Went to the Kitchen tonight for the second of three performances of The 25th Frame, the new dance/theater work from Brooklyn's Alex Escalante confronting the way manipulated language and the ceaseless swarm of messages we live in and under completely fucks us up. The piece was performed by Escalante, Nancy Garcia and Jon Moniaci, and it was a 55-minute jolt.

Escalante, doing things on a ladder

Dark and funny, The 25th Frame opens with Escalante and Garcia up on stage-bookending ladders engaging in rapid-fire tag-team psychobabble, peppering the room with repeating syllables that bleed and morph into others: "buy-buy-buy-buy-buy," "true-true-true-true-true-truth-truth-truth-truth-justice-and-the-American-way," mimicking/mocking the way we're hypno-bludgeoned by advertising, polit-speak and propaganda. This went on for 10 minutes or so and was set off crisply by the next movement, with the pair descending for a long, elegantly expressive dance, struggling on the floor under the crushing weight of invisible forces and slipping in and out of symmetry and synchronicity. Excellent choreography (by the pair in collaboration) and the silence in the room made the sweep of arms and legs across the Kitchen floor all the more dramatic — that is, until Moniaci's live electronic score crept into range, eventually growing into prickly presence as Garcia and Escalante, upright now, vibrated around the room, caught up in the manic energy field that's replaced our old atmosphere of oxygen and nitrogen and other useful stuff. Watching Nancy Garcia the performer vibrate like that made me think of the way Nancy Garcia the musician's still-pretty-new album, Be the Climb, vibrates out of the same frustration and with some similar tactics ("I wanna make something clear — I-I-I wanna make something clear — I wanna make something clear"). The rest of the piece moved briskly and pushed the commentary (as the performance itself already was) into true artfulness, utilizing video, animated Soviet prop-films (though an eagle that gobbles a steroidal diet of money and weapons could be labeled as objective reportage, too) and an ending meta-auction conducted brilliantly by Moniaci, involving more vibrating and the piece itself being sold for a nice five-figure sum.

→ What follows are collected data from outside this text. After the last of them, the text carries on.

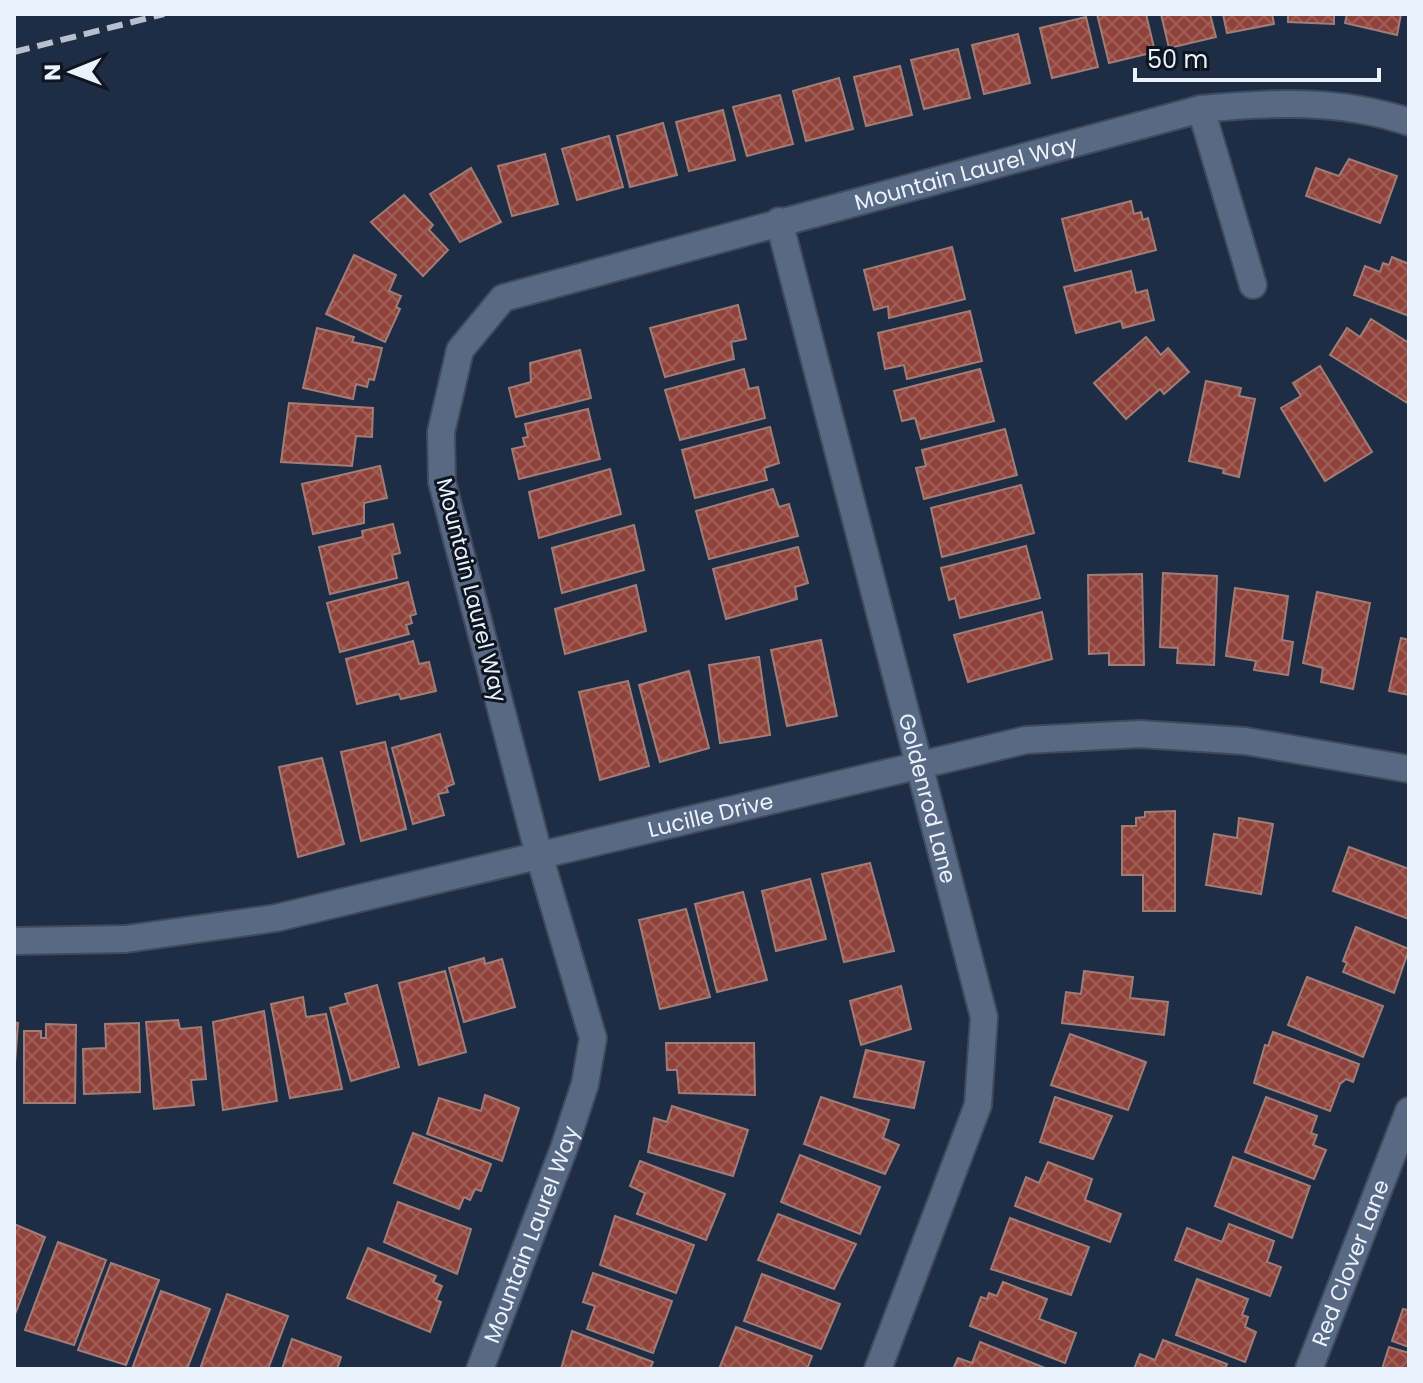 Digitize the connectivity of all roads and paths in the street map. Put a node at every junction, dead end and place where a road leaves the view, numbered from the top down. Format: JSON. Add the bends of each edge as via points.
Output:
{"nodes":[{"id":1,"x":1201,"y":109,"type":"junction"},
{"id":2,"x":1409,"y":122,"type":"edge"},
{"id":3,"x":779,"y":221,"type":"junction"},
{"id":4,"x":1253,"y":285,"type":"dead end"},
{"id":5,"x":920,"y":766,"type":"junction"},
{"id":6,"x":1409,"y":769,"type":"edge"},
{"id":7,"x":539,"y":855,"type":"junction"},
{"id":8,"x":14,"y":941,"type":"edge"},
{"id":9,"x":1409,"y":1111,"type":"edge"},
{"id":10,"x":480,"y":1369,"type":"edge"},
{"id":11,"x":878,"y":1369,"type":"edge"},
{"id":12,"x":1309,"y":1369,"type":"edge"}],
"edges":[{"from":1,"to":2,"type":"street","name":"Mountain Laurel Way","via":[[1284,101],[1371,109]]},
{"from":1,"to":3,"type":"street","name":"Mountain Laurel Way"},
{"from":1,"to":4,"type":"street"},
{"from":3,"to":5,"type":"street","name":"Goldenrod Lane"},
{"from":3,"to":7,"type":"street","name":"Mountain Laurel Way","via":[[503,298],[460,350],[441,432],[442,482]]},
{"from":5,"to":6,"type":"street","name":"Lucille Drive","via":[[1026,740],[1140,734],[1245,741]]},
{"from":5,"to":7,"type":"street","name":"Lucille Drive"},
{"from":5,"to":11,"type":"street","name":"Goldenrod Lane","via":[[984,1017],[978,1105]]},
{"from":7,"to":8,"type":"street","name":"Lucille Drive","via":[[276,918],[126,939]]},
{"from":7,"to":10,"type":"street","name":"Mountain Laurel Way","via":[[593,1038],[564,1148]]},
{"from":9,"to":12,"type":"street","name":"Red Clover Lane"}]} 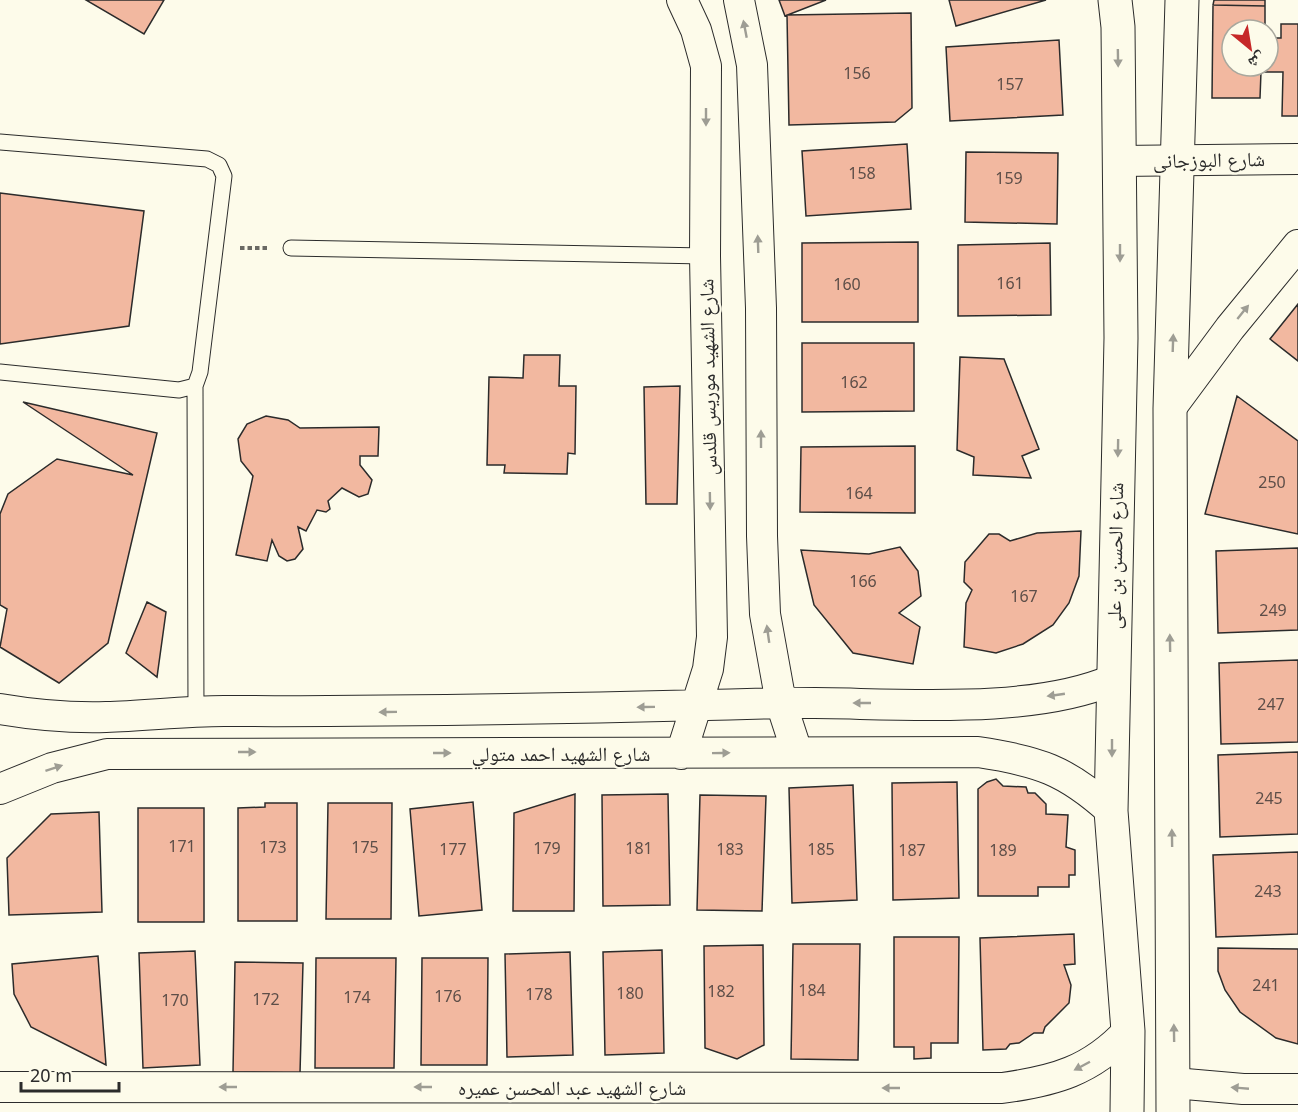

It was great to be reminded by smart people that the very nature of this society (kind of all of it) is corrupting and corroding…regardless of whether there's fuck-all to be done about it on anything but a personal level. Do we not talk about it because it's already so suffocating?

One more night of Escalante's piece tomorrow (Saturday the 20th), which could be a nice lead-in to gigs by Evangelista and Zola Jesus back on the LES, if you know what's good.